Abalou quase todas as estruturas financeiras do mundo. Revelou fraquezas em países e instituições. Ofereceu temas de conversa inesgotáveis para os economistas, impingiu preocupações aos leigos nesta matéria. A crise, sempre a crise. Esse nome que a minha geração ouve desde que tem idade para fazer contas à vida, essa praga que causou (e ainda causa) danos irreparáveis no bolso e na vida das pessoas. Dos americanos aos europeus, dos portugueses aos alemães. Todos sofreram, uns mais do que outros, os efeitos de uma das maiores epidemias do mundo contemporâneo nestes últimos quinze anos. O mundo mudou, o sistema deveria acompanhá-lo nessa mudança, mas a memória parece ser demasiado curta para evitar a repetição de erros cometidos já neste milénio.

Teve origem nos Estados Unidos da América…

Não é preciso avançar muito na história do século século XXI para se mergulhar em tempos difíceis do ponto de vista económico e financeiro. O que é certo é que a memória já nos falha e a recorrente falta de contextualização da maioria dos meios de comunicação social não nos facilita a tarefa de localizar o rastilho que despoletou parte da crise. O processo iniciou-se com o colapso da bolha do sector imobiliário nos Estados Unidos da América, especificamente no mercado de alto risco. O crédito hipotecário de alto risco (denominado de sub-prime) é um tipo de empréstimo que facilita o acesso à habitação por aqueles que não têm as garantias necessárias para serem aceites por um crédito normal (denominado de prime). O que se passou a seguir foi um caso de falhanço de prospeção de mercado, conjugado com irresponsabilidade financeira de quem assume que o mercado não muda quando, na verdade, está em constante transmutação. De acordo com dados da Fundação Robert Schuman, no ano de 2006 o empréstimo de alto risco representava cerca de 10% do mercado de crédito hipotecário americano. A lógica do sub-prime – contar antecipadamente com o aumento de preços dos imóveis para limitar riscos e proteger-se na possibilidade de revender a um preço mais elevado em casos de incumprimento – foi traída pela explosão da bolha imobiliária. Ainda com dados da mesma Fundação, podemos aferir que o incumprimento de pagamento dos créditos aumentou, entre 2006 e 2008, cerca de 9%, um número muito alto que impossibilitou a absorção de prejuízos e se traduziu na falta de rentabilidade do sector.

… mas como é que um sector tão especifico contagia todo o sistema financeiro?

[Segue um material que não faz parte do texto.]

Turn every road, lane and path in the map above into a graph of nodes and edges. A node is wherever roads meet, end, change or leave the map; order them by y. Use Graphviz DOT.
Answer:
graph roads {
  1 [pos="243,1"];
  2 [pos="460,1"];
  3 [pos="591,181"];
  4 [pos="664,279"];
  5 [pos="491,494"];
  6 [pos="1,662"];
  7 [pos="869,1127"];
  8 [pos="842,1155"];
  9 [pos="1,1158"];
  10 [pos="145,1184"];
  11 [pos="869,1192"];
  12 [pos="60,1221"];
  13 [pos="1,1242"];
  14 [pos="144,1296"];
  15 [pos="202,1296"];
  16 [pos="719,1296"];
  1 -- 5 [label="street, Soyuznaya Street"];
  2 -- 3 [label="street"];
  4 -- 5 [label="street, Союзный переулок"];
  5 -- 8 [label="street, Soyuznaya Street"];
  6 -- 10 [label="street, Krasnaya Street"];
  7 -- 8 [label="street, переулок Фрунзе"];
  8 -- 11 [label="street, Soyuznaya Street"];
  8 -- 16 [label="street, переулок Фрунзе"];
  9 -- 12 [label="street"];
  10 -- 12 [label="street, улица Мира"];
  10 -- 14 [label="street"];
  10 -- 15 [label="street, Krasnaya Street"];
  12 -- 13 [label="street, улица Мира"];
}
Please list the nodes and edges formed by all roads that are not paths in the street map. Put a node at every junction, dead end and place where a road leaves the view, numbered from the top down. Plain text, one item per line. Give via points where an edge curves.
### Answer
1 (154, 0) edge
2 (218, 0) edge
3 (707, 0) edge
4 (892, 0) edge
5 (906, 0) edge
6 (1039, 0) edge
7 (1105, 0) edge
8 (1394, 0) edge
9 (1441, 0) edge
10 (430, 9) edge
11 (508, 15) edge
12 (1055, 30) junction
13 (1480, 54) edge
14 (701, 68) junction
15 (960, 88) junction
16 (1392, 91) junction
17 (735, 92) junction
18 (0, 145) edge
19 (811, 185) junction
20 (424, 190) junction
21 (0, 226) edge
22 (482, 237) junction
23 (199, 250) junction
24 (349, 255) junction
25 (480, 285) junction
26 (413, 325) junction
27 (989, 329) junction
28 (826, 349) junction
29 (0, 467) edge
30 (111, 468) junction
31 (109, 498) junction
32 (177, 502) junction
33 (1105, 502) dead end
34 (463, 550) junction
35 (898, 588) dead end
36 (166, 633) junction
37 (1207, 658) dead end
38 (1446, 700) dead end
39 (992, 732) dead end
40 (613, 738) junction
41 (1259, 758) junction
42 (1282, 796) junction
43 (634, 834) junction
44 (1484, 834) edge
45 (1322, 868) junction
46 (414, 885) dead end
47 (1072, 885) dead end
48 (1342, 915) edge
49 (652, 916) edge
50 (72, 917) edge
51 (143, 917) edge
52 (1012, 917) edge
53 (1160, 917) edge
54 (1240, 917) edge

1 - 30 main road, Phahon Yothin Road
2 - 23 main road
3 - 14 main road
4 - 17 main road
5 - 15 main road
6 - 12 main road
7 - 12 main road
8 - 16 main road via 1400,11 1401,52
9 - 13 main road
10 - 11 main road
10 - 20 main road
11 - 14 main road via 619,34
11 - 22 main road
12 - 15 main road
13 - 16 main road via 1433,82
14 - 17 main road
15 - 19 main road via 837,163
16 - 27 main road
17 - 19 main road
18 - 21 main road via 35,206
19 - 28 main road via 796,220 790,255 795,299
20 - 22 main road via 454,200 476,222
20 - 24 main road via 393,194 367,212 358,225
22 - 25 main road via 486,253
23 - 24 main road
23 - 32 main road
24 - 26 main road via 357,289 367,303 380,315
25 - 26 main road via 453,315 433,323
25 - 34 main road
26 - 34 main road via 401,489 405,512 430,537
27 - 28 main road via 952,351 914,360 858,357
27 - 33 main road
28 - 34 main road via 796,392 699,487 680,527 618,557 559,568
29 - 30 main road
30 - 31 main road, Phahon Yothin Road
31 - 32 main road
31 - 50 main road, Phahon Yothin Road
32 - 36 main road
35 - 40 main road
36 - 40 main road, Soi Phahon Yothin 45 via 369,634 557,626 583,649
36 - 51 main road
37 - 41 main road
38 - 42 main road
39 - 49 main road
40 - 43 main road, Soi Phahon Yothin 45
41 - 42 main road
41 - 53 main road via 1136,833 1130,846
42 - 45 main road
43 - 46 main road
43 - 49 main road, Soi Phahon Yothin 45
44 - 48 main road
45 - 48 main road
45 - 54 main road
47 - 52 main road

Em parte, pela titularização. Parece um palavrão mas é de acessível desconstrução. Trata-se de uma operação financeira que permite partilhar riscos, isto é, integra conjuntos de empréstimos num único produto dividido em valores imobiliários de níveis de risco variáveis, desde os mais elevados aos mais baixos. Por consequência, o risco de incumprimento é partilhado entre muitos credores, tornando-se numa forma eficaz de controlar incumprimentos isolados. No entanto, a crise do crédito hipotecário de alto risco acarretou incumprimentos maciços num curto espaço de tempo fazendo com que a titularização alastrasse o risco para todo o sistema financeiro. A falta de transparência deste tipo de operações torna mais difícil avaliar a exposição a activos tóxicos. No entanto, a principal configuração de contágio foi o decrescimento da oferta de crédito e as principais prejudicadas foram as PME’s por dependerem mais dele em comparação com as grandes empresas com mais fontes de financiamento. O declínio da procura e a contracção do comércio internacional foram as sentenças finais para a queda das exportações atingir números que rondaram os 12% no fim da primeira década do século.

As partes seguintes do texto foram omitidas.